Still, to an outsider, Sherry may have seemed an odd person to manage HR policy when she was first appointed at Westpac. Most of her experience had been in the public sector where she’d achieved some significant work with the Office of the Status of Women and the Department of Prime Minister and Cabinet.
For Sherry herself, it was also a risk. She crossed from a high-profile job and powerful position to corporate life, where she now admits even she was a little confused about the HR position she would be taking.
And yet Sherry’s appointment – which could have also been perceived as a “risk” by some at the bank – not only ultimately changed the course of the bank but also corporate Australia. Asked what she could do to make Westpac an “employer of choice” when she first arrived, Sherry hardly blinked on what she believed was the solution: maternity leave.
After barely a year in her new role, the bank announced a revolutionary move to offer paid maternity leave to women. It was the first bank and large business to do so, and it created a domino effect, with the rest of corporate Australia racing to play catch-up. “Nobody understood what a big deal it was going to be. Nobody understood the power of being first to market with an idea like that. But I did.”
Sherry put everything on the line to achieve the new policy. And when it worked, it significantly enhanced her profile within the bank.
The success for Westpac of hiring a woman “outside the square”, like Sherry, moved well beyond the introduction of maternity leave. Sherry went on to manage the people and customer side of Westpac’s merger with the Bank of Melbourne before getting the HR community excited by being appointed the BoM’s CEO (a rare move for an HR professional). Later, she crossed the ditch to become CEO of Westpac New Zealand.
Four years later, Sherry was approached for the CEO role of Carnival Australia in 2007.
The shift would require a move to Sydney and taking the helm of a business in terrible shape following the tragic death of passenger Dianne Brimble back in 2002. So why agree to head a company that even Sherry herself concedes had developed a reputation as a business that treated women poorly?
“It was a big risk, I understand that … I stepped into a business that was really getting hammered from a reputation point of view and in a way I lent my reputation to it,” she explains. “Equally, I understand that resuscitating businesses that are in bad shape is a really energising task. And I love people businesses and this is the ultimate people business!”

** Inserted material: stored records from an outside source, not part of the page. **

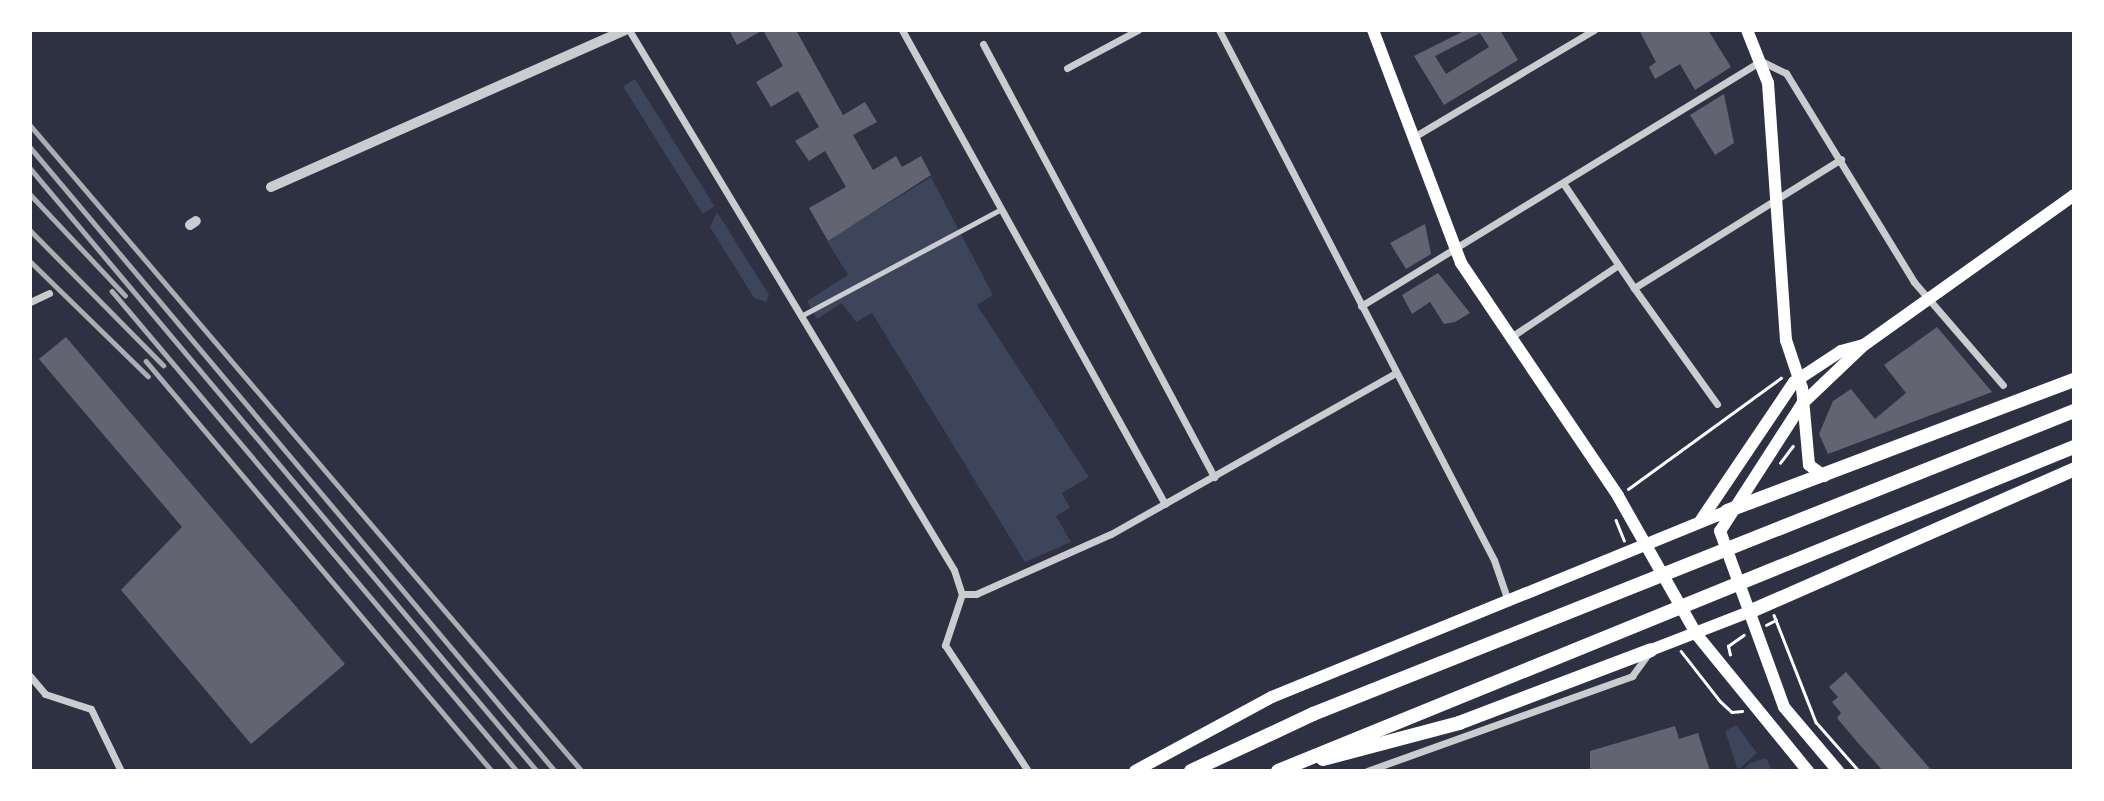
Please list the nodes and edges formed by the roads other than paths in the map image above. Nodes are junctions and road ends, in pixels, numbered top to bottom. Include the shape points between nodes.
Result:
1 (627, 30) edge
2 (902, 30) edge
3 (1139, 30) edge
4 (1219, 30) edge
5 (1373, 30) edge
6 (1594, 30) edge
7 (1747, 30) edge
8 (982, 44) dead end
9 (1761, 61) junction
10 (1067, 68) dead end
11 (1412, 138) junction
12 (1841, 159) junction
13 (1563, 183) junction
14 (271, 187) dead end
15 (2074, 195) edge
16 (1778, 197) junction
17 (998, 211) junction
18 (1455, 250) junction
19 (1615, 267) junction
20 (1634, 288) junction
21 (49, 293) dead end
22 (1931, 297) junction
23 (30, 302) edge
24 (1361, 306) junction
25 (800, 316) junction
26 (1511, 337) junction
27 (1864, 345) junction
28 (1396, 373) junction
29 (1793, 376) junction
30 (2074, 380) edge
31 (2003, 385) dead end
32 (1717, 404) dead end
33 (1802, 404) junction
34 (2074, 411) edge
35 (2074, 447) edge
36 (2074, 469) edge
37 (1825, 476) junction
38 (1214, 477) junction
39 (1164, 504) junction
40 (1727, 512) junction
41 (1700, 520) junction
42 (1644, 541) junction
43 (962, 594) junction
44 (1507, 598) junction
45 (1749, 611) junction
46 (1697, 635) junction
47 (1651, 650) junction
48 (30, 676) edge
49 (1282, 770) edge
50 (121, 771) edge
51 (1028, 771) edge
52 (1135, 771) edge
53 (1191, 771) edge
54 (1367, 771) edge
55 (1808, 771) edge
56 (1838, 771) edge

1 - 14 street
1 - 25 street
2 - 17 street
3 - 10 street
4 - 24 street
5 - 11 main road
6 - 11 street
7 - 9 main road
8 - 38 street
9 - 12 street via 1786,73
9 - 13 street
9 - 16 main road
11 - 18 main road
12 - 16 street
12 - 22 street via 1914,282
13 - 18 street
13 - 19 street
15 - 22 main road
16 - 20 street
16 - 29 main road via 1786,340
17 - 25 lane
17 - 39 street
18 - 24 street
18 - 26 main road
19 - 20 street
19 - 26 street
20 - 32 street
21 - 23 street
22 - 27 main road
22 - 31 street
24 - 28 street
25 - 43 street
26 - 42 main road
27 - 29 main road
27 - 33 main road
28 - 38 street
28 - 44 street
29 - 33 main road
29 - 41 main road
30 - 37 highway
33 - 37 main road via 1809,465
33 - 40 main road
34 - 53 highway via 1313,714
35 - 49 highway
36 - 45 highway
37 - 40 highway
38 - 39 street
39 - 43 street via 976,594
40 - 41 main road
40 - 45 main road via 1720,531
41 - 42 main road
42 - 44 main road
42 - 46 main road
43 - 51 street via 945,645
44 - 52 main road via 1272,697
45 - 46 main road
45 - 56 main road via 1784,707
46 - 47 main road
46 - 55 main road
47 - 49 highway via 1460,723
47 - 54 street via 1632,676
48 - 50 street via 45,694 91,709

Still, from time to time, Sherry questions if moving to Carnival was the right move. Indeed, the week before we spoke she’d been dealing with the death of a young couple who went over the side of a Carnival ship. She says she could have gone into a corner and wept for the families of those involved and did everything possibly to share her empathy. But she also moved to ensure the public knew how increased safety measures have changed Carnival ships since she took over, including the introduction of higher rails and infrared cameras.
Family keeps her grounded on the difficult days, says Sherry, as well as her internal ability to do a “headspace shift” when things get tough. “I needed a hug by the time I got home and I got it. I then needed to be alone and they left me alone,” she says. “Domestically, it’s so important that I have a solid base.”
Sherry clearly enjoys taking a chance, and has taken some significant ones throughout her career. She believes risk-taking ultimately pays dividends, and has personally reaped the rewards. She’s moved from Brisbane to London to Melbourne, New Zealand and Sydney, each time having a short conference with the family – her husband and son – about starting life again in a new city.
“I probably have a higher tolerance for risk than most people and I’ve learnt that taking a risk does pay dividends,” she says. “We packed up and moved to the UK when everyone thought we were mad; we moved to Melbourne and everyone thought we were mad; then I went to Westpac and New Zealand.”
It’s these significant moves that have ultimately benefited her career, she says.
“At every point people were saying, ‘Why would you do that? You have a great job. You stay here and the prize is yours’, which may have been true. The question is: do you really want that prize or do you want to try something different?”